There was some interest in another thread on using electrolysis so I thought I'd post how/what I did on my PM jointer rather than hijacking that thread. I am certain you can Google this and find many variations to this process but this worked for me so I'm good with my method, but feel free to chime in and show how you've done this. 

A few years ago I picked up a PM 54A jointer found on CL. The jointer had been in a non-climate controlled storage building and subject to humidity so it had what I thought was surface rust. When I got it home I realized the rust was a little more than I had initially realized.

When I brought it home it looked like this (soaked with WD-40 in this photo) - 








Kind of heavy in some areas - 








Ugly spot there in front of the cutterhead, which doesn't look too good, either - 








Here's the cutterhead out of the jointer - 








What I have here is a towel wetted with water and baking soda. I don't remember how much but in a 5 gallon pail I think I used about 2 gallons of water and about 1/4 to 1/2 cup of baking soda. I wrung the towel out about 75% and placed a sacrificial sheet metal plate I picked up at Lowe's on top of the towel. Then I hooked my battery charger, one lead to the jointer and one to the metal plate. Then I placed some weight on the metal plate to make sure there was good contact. In this case I used some Honduras Mahogany cutoffs from some columns.








After about 3-4 minutes the amperage gauge goes to about nothing which indicates the towel is now dry and has done all it is going to do. This is after removing the towel and no additional effort applied to the bed other than using the same towel to wipe the bed where the rust was.








Far less rust, looks pretty good - 








Here's the cutterhead wrapped in a rag and with bailing wire wrapped tightly to make sure there is good contact. I hooked the leads up, gave it 3-4 minutes, and pulled the rag off.








Here's the cutterhead after Electrolysis and a little buffing with a Scotch-Brite pad - 








And here's the finished machine. Looks good, runs good, and not a lot of effort to clean up using this process.








Thanks for reading!
David


----------



## patlaw (Jan 4, 2010)

That's a great result. Does the positive lead go to the plate or to the rusted equipment?


----------



## Stick486 (Jan 4, 2013)

difalkner said:


> There was some interest in another thread on using electrolysis so I thought I'd post how/what I did on my PM jointer rather than hijacking that thread.
> 
> Thanks for reading!
> David


thank you for posting...


----------



## difalkner (Jan 3, 2012)

patlaw said:


> That's a great result. Does the positive lead go to the plate or to the rusted equipment?


Positive to the plate, negative to the equipment.
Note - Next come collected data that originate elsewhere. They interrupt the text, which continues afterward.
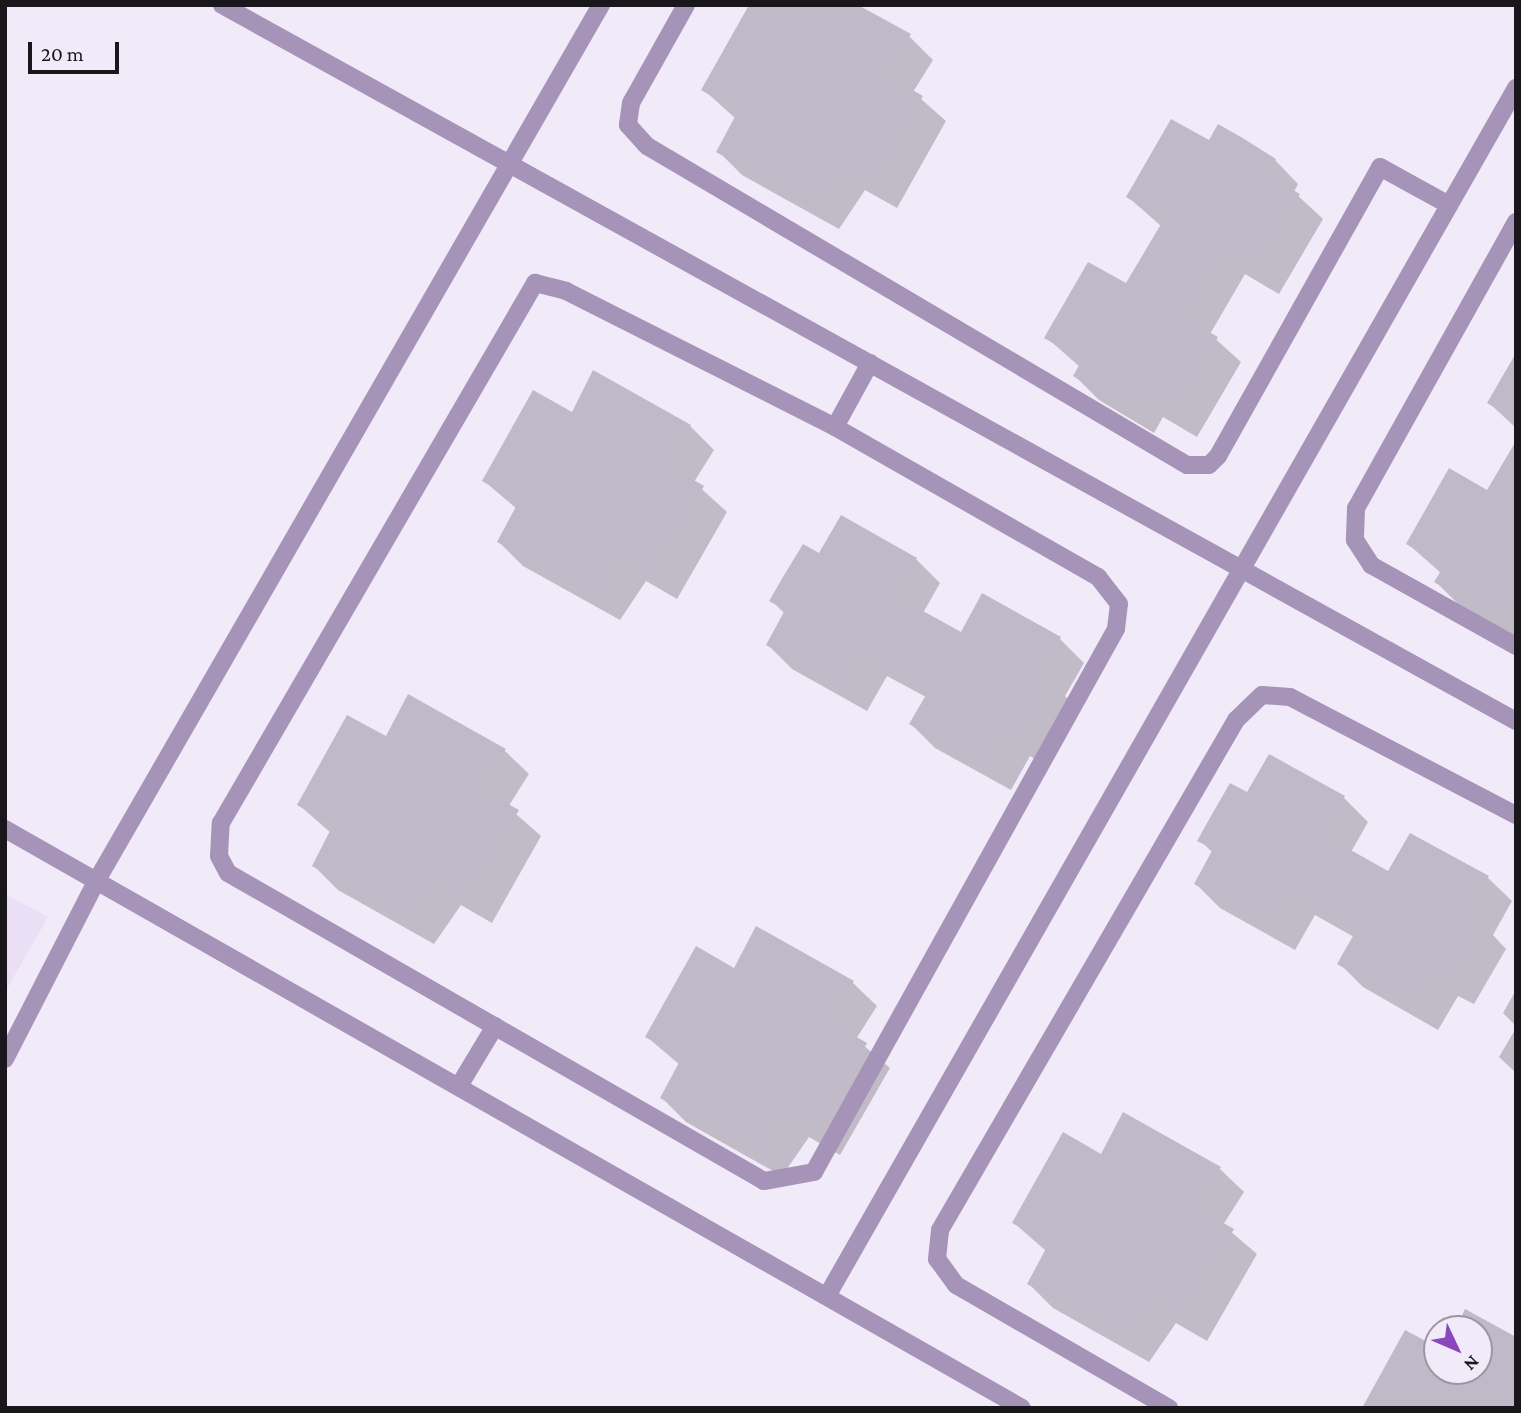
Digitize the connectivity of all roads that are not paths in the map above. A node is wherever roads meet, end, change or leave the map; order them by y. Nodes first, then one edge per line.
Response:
1 (222, 5) edge
2 (601, 5) edge
3 (686, 5) edge
4 (1516, 88) edge
5 (512, 167) junction
6 (1449, 205) junction
7 (1516, 222) edge
8 (870, 363) junction
9 (835, 427) junction
10 (1242, 568) junction
11 (1516, 646) edge
12 (1516, 721) edge
13 (1516, 815) edge
14 (5, 829) edge
15 (97, 880) junction
16 (495, 1027) junction
17 (5, 1059) edge
18 (459, 1086) junction
19 (827, 1296) junction
20 (1022, 1408) edge
21 (1169, 1408) edge

1 - 5 street
2 - 5 street
3 - 6 street
4 - 6 street
5 - 8 street
5 - 15 street
6 - 10 street
7 - 11 street
8 - 9 street
8 - 10 street
9 - 16 street
9 - 16 street
10 - 12 street
10 - 19 street
13 - 21 street
14 - 15 street
15 - 17 street
15 - 18 street
16 - 18 street
18 - 19 street
19 - 20 street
I don't remember if I tried it the other way or read somewhere to do it this way but it worked so if I have to do it again sometime I'll probably do it the same way.


----------



## schnewj (Nov 18, 2013)

difalkner said:


> Positive to the plate, negative to the equipment. I don't remember if I tried it the other way or read somewhere to do it this way but it worked so if I have to do it again sometime I'll probably do it the same way.
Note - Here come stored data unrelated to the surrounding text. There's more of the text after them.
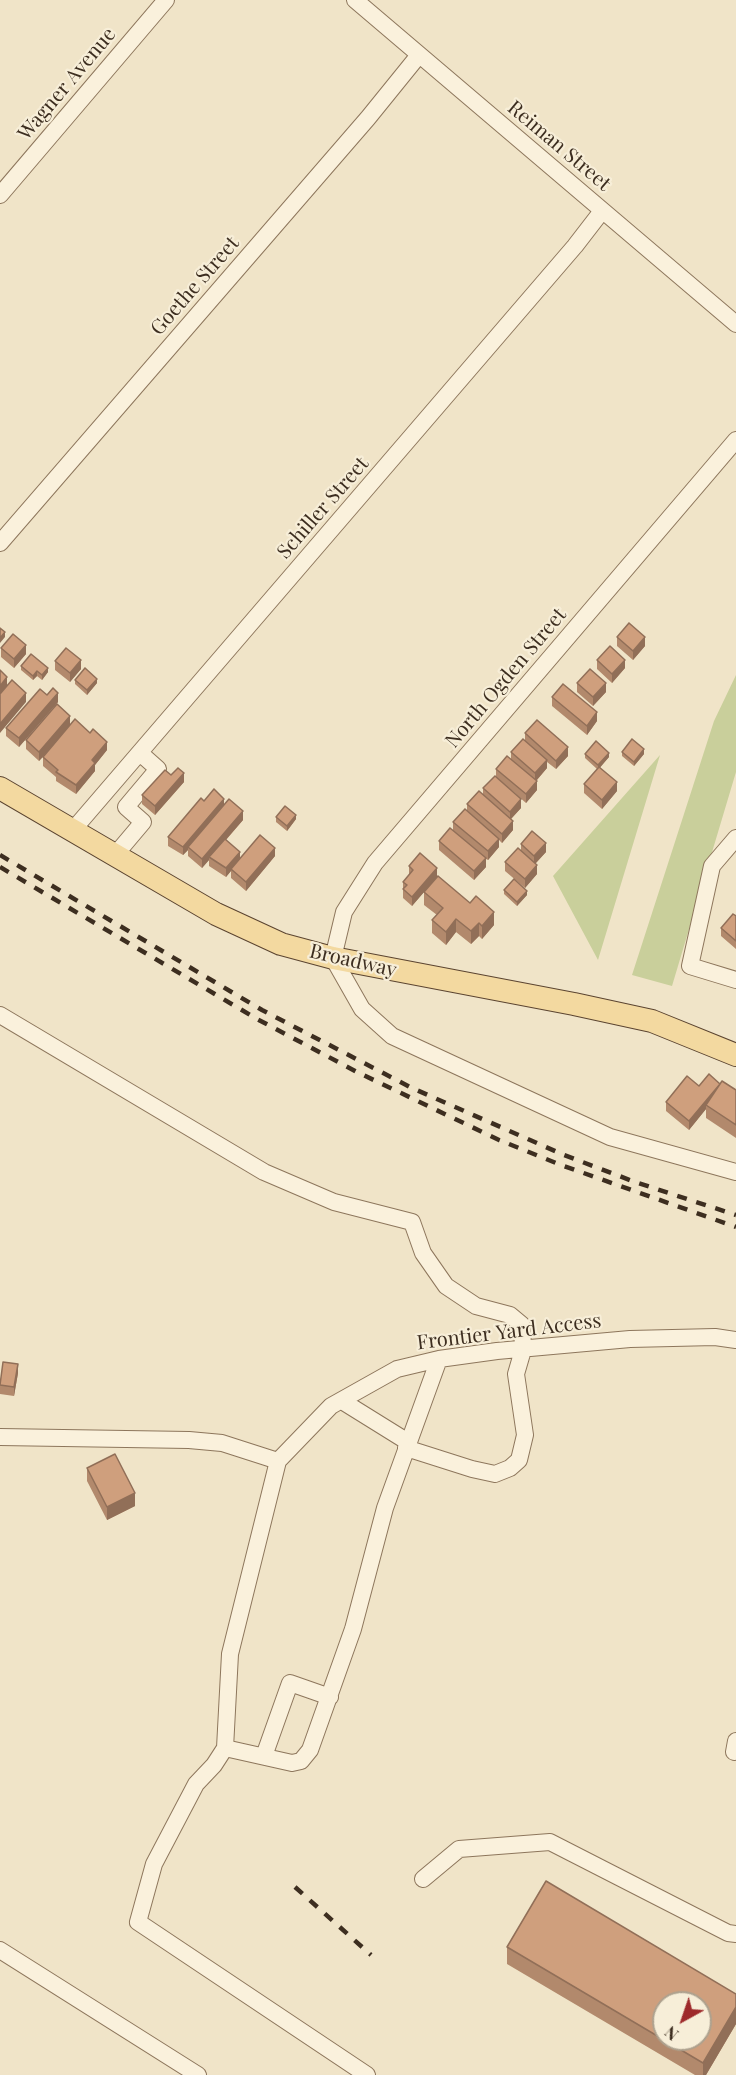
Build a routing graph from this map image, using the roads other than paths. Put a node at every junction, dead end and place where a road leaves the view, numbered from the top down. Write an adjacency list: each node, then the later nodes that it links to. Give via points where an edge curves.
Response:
1 (166, 0): 4 (street, Wagner Avenue)
2 (355, 0): 3 (street, Reiman Street)
3 (419, 55): 5 (street, Reiman Street); 8 (street, Goethe Street)
4 (0, 195)
5 (602, 211): 6 (street, Reiman Street); 9 (street, Schiller Street)
6 (736, 324)
7 (736, 440): 14 (street, North Ogden Street, via 375,863 345,912)
8 (0, 543)
9 (140, 753): 11 (street, Schiller Street); 13 (street, via 158,769 126,807 144,822)
10 (0, 788): 11 (main road, Broadway)
11 (73, 830): 13 (main road, Broadway)
12 (736, 837): 15 (street, via 712,866 690,966)
13 (116, 854): 14 (main road, Broadway, via 216,914 281,944)
14 (333, 958): 17 (main road, Broadway, via 652,1021); 18 (street, via 362,1009 392,1036 610,1137)
15 (736, 980)
16 (0, 1015): 20 (street, via 264,1172 334,1202 411,1222 423,1253 446,1286 476,1306 510,1316 522,1324)
17 (736, 1055)
18 (736, 1172)
19 (736, 1340): 20 (street, Frontier Yard Access, via 715,1336 630,1339)
20 (523, 1350): 21 (street, Frontier Yard Access); 24 (street, via 516,1374 525,1435 519,1460 510,1468 495,1474 472,1469)
21 (439, 1359): 22 (street, Frontier Yard Access, via 397,1369); 24 (street)
22 (342, 1401): 24 (street); 25 (street, Frontier Yard Access, via 331,1407)
23 (0, 1437): 25 (street, via 189,1440 222,1443)
24 (407, 1445): 26 (street)
25 (278, 1461): 27 (street, via 230,1654)
26 (330, 1697): 28 (street, via 310,1750 301,1761 292,1763); 28 (street, via 290,1683)
27 (225, 1748): 28 (street); 33 (street, via 196,1784 154,1864 138,1922)
28 (264, 1756)
29 (423, 1879): 30 (street, via 459,1849 550,1842)
30 (736, 1934)
31 (0, 1950): 32 (street)
32 (198, 2075)
33 (367, 2075)

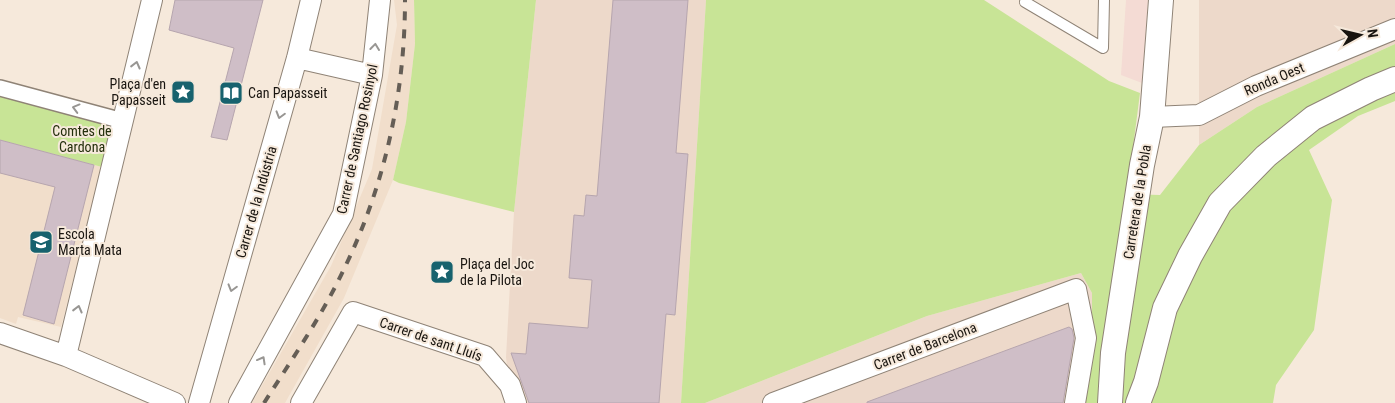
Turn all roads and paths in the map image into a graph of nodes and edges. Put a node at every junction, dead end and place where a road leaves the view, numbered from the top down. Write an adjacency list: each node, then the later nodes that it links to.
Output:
1 (152, 0): 13 (street, one-way to 1)
2 (311, 0): 8 (street, Carrer de la Indústria)
3 (380, 0): 9 (street, Carrer de Santiago Rosinyol, one-way to 3)
4 (1026, 0): 5 (lane)
5 (1104, 0)
6 (1161, 0): 12 (street, Carretera de la Pobla)
7 (1395, 29): 12 (street, Ronda Oest)
8 (297, 58): 9 (street); 20 (street, Carrer de la Indústria, one-way to 20)
9 (372, 76): 21 (street, Carrer de Santiago Rosinyol, one-way to 9)
10 (1395, 79): 17 (street)
11 (0, 88): 13 (street, one-way to 11)
12 (1152, 117): 15 (street, Carretera de la Pobla)
13 (123, 121): 16 (street, one-way to 13)
14 (0, 333): 16 (street)
15 (1113, 353): 25 (street); 26 (street, Carretera de la Pobla)
16 (66, 356): 19 (street)
17 (1144, 396)
18 (781, 401): 24 (street, Carrer de Barcelona)
19 (175, 403)
20 (199, 403)
21 (238, 403)
22 (301, 403): 23 (street, Carrer de sant Lluís)
23 (516, 403)
24 (1075, 403)
25 (1100, 403)
26 (1110, 403)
The Negative should always be attached to the piece being de-rusted, so that the metal transfer, (replacement), is to the rusted item. If you do it the other way, Positive to the rusted piece, the metal transfer will be to the sacrificial plate/rod.

I use a five gallon bucket to de-rust hand plane bodies when I refurbish them. 

This is a really innovative way to de-rust large flat surfaces...THANKS!


----------



## Cherryville Chuck (Sep 28, 2010)

The results are stunning. Thanks for sharing that. I'd still like to kick the person in the butt hole who let it get that rusted to start with. It should be a crime to let that happen to a fine piece of machinery like that.


----------



## Gaffboat (Mar 11, 2012)

An amazing result! Thanks for the How-To.


----------



## RainMan 2.0 (May 6, 2014)

I amazed at the outcome . I thought that jointer was pretty much scrap metal in the beginning


----------



## Multiwood (Feb 24, 2013)

Amazing results.


----------



## TenGees (Sep 12, 2012)

Yup, like Rick, I thought that was junk and look at it now! Very nice, thanks for the info David.


----------



## chessnut2 (Sep 15, 2011)

Thank you so much for this, David. I have used the method of suspending small parts in a bucket, but this is far more practical and versatile. I have several things I want to try it on. Jim


----------



## DesertRatTom (Jul 3, 2012)

I'm commenting just to have a permanent link to this VERY informative article.


----------



## JohnnyB60 (Jun 15, 2009)

David, that is really incredible. The weird thing was that I was just learning about electrolysis myself for cleaning cast iron pans and realized that I have a lot of rusted tools that could be done, but I had no idea that you could do it on such a large scale.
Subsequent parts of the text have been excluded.